Step 2. Set up monitoring environment

Helm allows you to easily create and manage the Prometheus stack in your K8S cluster. Install the kube-prometheus-stack to deploy the Prometheus stack and Grafana dashboards.

  1. Create a directory in your local environment for the example tasks:

    mkdir ~/Downloads/ike-gpu-monitor
    cd ~/Downloads/ike-gpu-monitor
  2. Download the pre-configured values.yaml for the kube-prometheus-stack:

    curl -O https://raw.githubusercontent.com/kakaoenterprise/kc-handson-config/k8s-gpu-monitor/prom-values.yaml
  3. Install the kube-prometheus-stack with the downloaded values.yaml:

    helm repo add prometheus-community \
    https://prometheus-community.github.io/helm-charts
    helm install prometheus prometheus-community/kube-prometheus-stack -f prom-values.yaml -n kube-system
    # NAME: prometheus
    # LAST DEPLOYED: Fri Dec 9 16:29:51 2022
    # NAMESPACE: kube-system
    # STATUS: deployed
    # REVISION: 1
    # NOTES:
    # Check its status by running:
    # kubectl --namespace kube-system get pods -l "release=prometheus"
  4. Install dcgm-exporter to provide GPU metrics:

    helm repo add gpu-helm-charts \
    https://nvidia.github.io/dcgm-exporter/helm-charts
    helm repo update
    helm install --generate-name gpu-helm-charts/dcgm-exporter -n kube-system
    # NAME: dcgm-exporter-*
    # LAST DEPLOYED: Fri Dec 9 16:31:41 2022
    # NAMESPACE: kube-system
    # STATUS: deployed
    # NOTES:
    # Get the application URL:
    # export POD_NAME=$(kubectl get pods -n kube-system -l "app.kubernetes.io/name=dcgm-exporter,app.kubernetes.io/instance=dcgm-exporter-1670571097" -o jsonpath="{.items[0].metadata.name}")
    # kubectl -n kube-system port-forward $POD_NAME 8080:9400 &

Step 3. Access Grafana dashboard

To access the Grafana dashboard, perform port forwarding.

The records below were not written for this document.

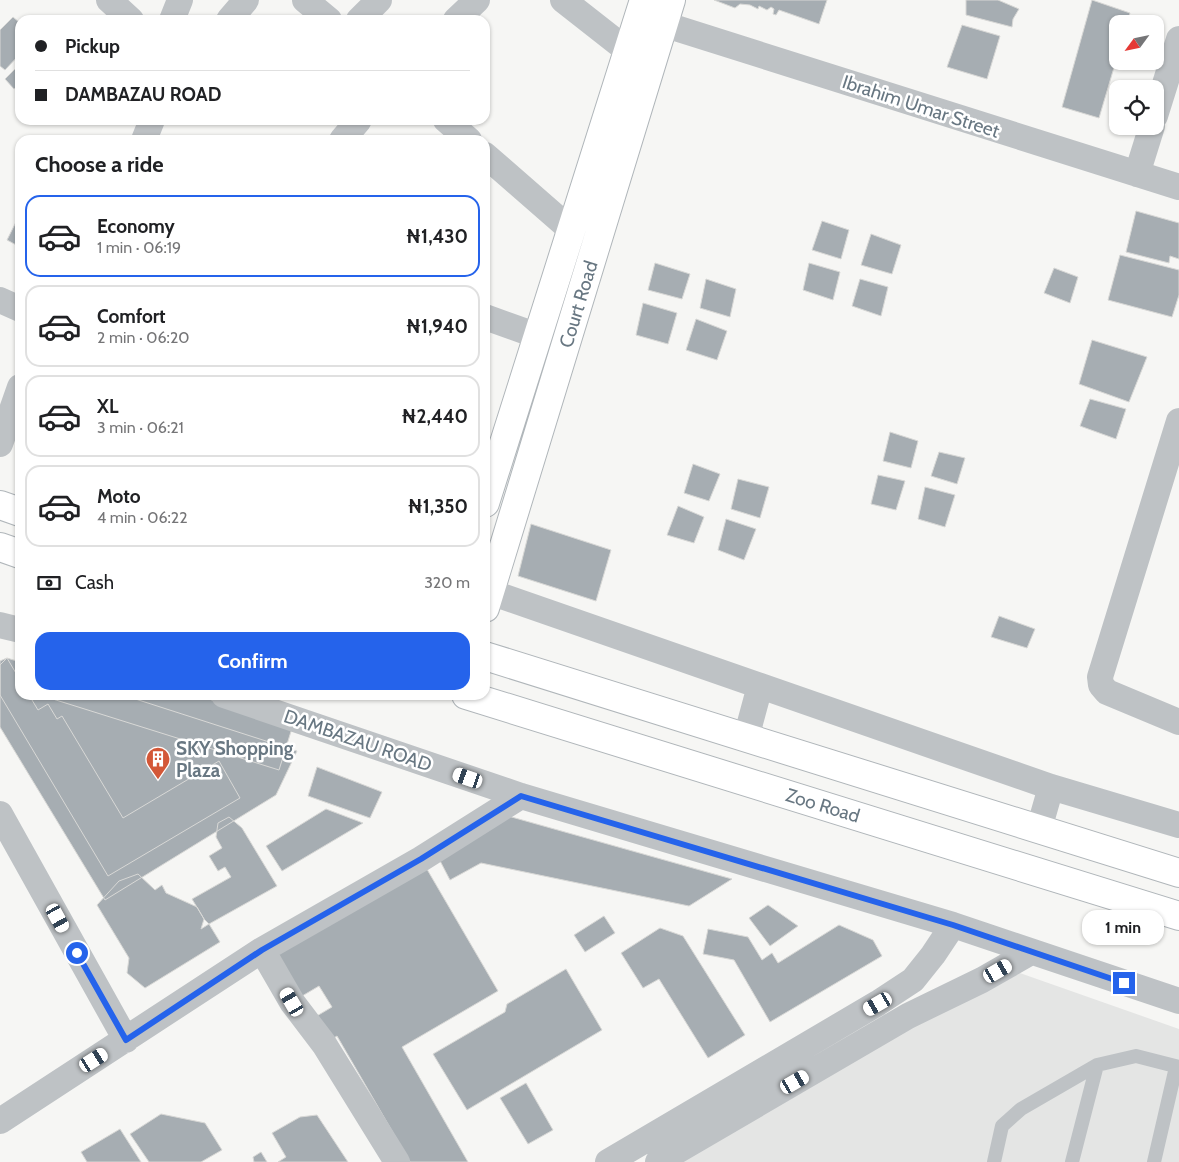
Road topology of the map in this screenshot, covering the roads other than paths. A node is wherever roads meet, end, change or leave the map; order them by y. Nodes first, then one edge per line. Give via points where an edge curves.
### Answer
1 (109, 0) edge
2 (180, 0) edge
3 (246, 0) edge
4 (305, 0) edge
5 (379, 0) edge
6 (478, 0) edge
7 (563, 0) edge
8 (654, 10) edge
9 (126, 15) edge
10 (174, 15) edge
11 (233, 15) edge
12 (323, 15) edge
13 (364, 15) edge
14 (462, 15) edge
15 (1179, 40) edge
16 (628, 52) junction
17 (1164, 88) edge
18 (355, 125) edge
19 (452, 125) edge
20 (346, 135) edge
21 (462, 135) edge
22 (1149, 135) edge
23 (490, 158) edge
24 (1137, 174) junction
25 (1179, 187) edge
26 (571, 230) junction
27 (0, 300) edge
28 (15, 306) edge
29 (490, 319) edge
30 (538, 336) junction
31 (15, 401) edge
32 (1179, 422) edge
33 (0, 444) edge
34 (493, 452) edge
35 (490, 471) edge
36 (0, 506) edge
37 (15, 510) edge
38 (0, 547) edge
39 (15, 552) edge
40 (0, 566) edge
41 (15, 567) edge
42 (490, 589) edge
43 (490, 601) edge
44 (0, 625) edge
45 (15, 629) edge
46 (490, 658) edge
47 (760, 686) junction
48 (239, 700) edge
49 (482, 700) edge
50 (1179, 722) edge
51 (746, 738) junction
52 (1051, 787) junction
53 (521, 796) junction
54 (0, 814) edge
55 (1178, 821) edge
56 (1040, 829) junction
57 (1179, 873) edge
58 (1179, 916) edge
59 (953, 925) junction
60 (262, 950) junction
61 (1031, 952) junction
62 (1179, 1001) edge
63 (126, 1040) junction
64 (1097, 1065) junction
65 (1178, 1067) edge
66 (0, 1120) edge
67 (397, 1162) edge
68 (608, 1162) edge
69 (658, 1162) edge
70 (994, 1162) edge
71 (1072, 1162) edge
72 (1154, 1162) edge

1 - 9 street
2 - 10 street
3 - 11 street
4 - 12 street
5 - 13 street
6 - 14 street
7 - 16 street
8 - 16 main road, Court Road
8 - 24 street, Ibrahim Umar Street
8 - 42 main road, Court Road
15 - 17 street
16 - 26 main road, Court Road
18 - 20 street
19 - 21 street
22 - 24 street
23 - 26 street
24 - 25 street, Ibrahim Umar Street
26 - 30 main road, Court Road
27 - 28 street
29 - 30 street
30 - 34 main road, Court Road
31 - 33 street
32 - 50 street via 1100,677 1101,686 1107,692
34 - 35 main road, Court Road
36 - 37 main road
38 - 39 main road
40 - 41 main road
43 - 47 street
44 - 45 street
46 - 51 main road
47 - 51 street
47 - 52 street
48 - 53 street, DAMBAZAU ROAD
49 - 58 main road, Zoo Road
51 - 56 main road
52 - 55 street
52 - 56 street
53 - 59 street, DAMBAZAU ROAD
53 - 60 street via 421,859
54 - 63 street
56 - 57 main road
59 - 61 street, DAMBAZAU ROAD
59 - 68 street via 913,980 878,1004
60 - 63 street
60 - 67 street via 292,1002 324,1044
61 - 62 street, DAMBAZAU ROAD
61 - 69 street via 908,1016
63 - 66 street
64 - 65 lane via 1136,1056
64 - 70 lane via 1020,1109 1002,1126
64 - 71 lane
65 - 72 lane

  1. Run the following kubectl command to forward traffic to port 30080 in your local environment:

    kubectl port-forward svc/prometheus-grafana -n kube-system 30080:80 &
  2. Open your browser and go to http://localhost:30080. If installed correctly, the Grafana dashboard should load.

    open http://localhost:30080

    Use the following credentials to log in to Grafana:

    KeyValue
    usernameadmin
    passwordprom-operator
  3. Once logged in, you will see the Grafana home screen.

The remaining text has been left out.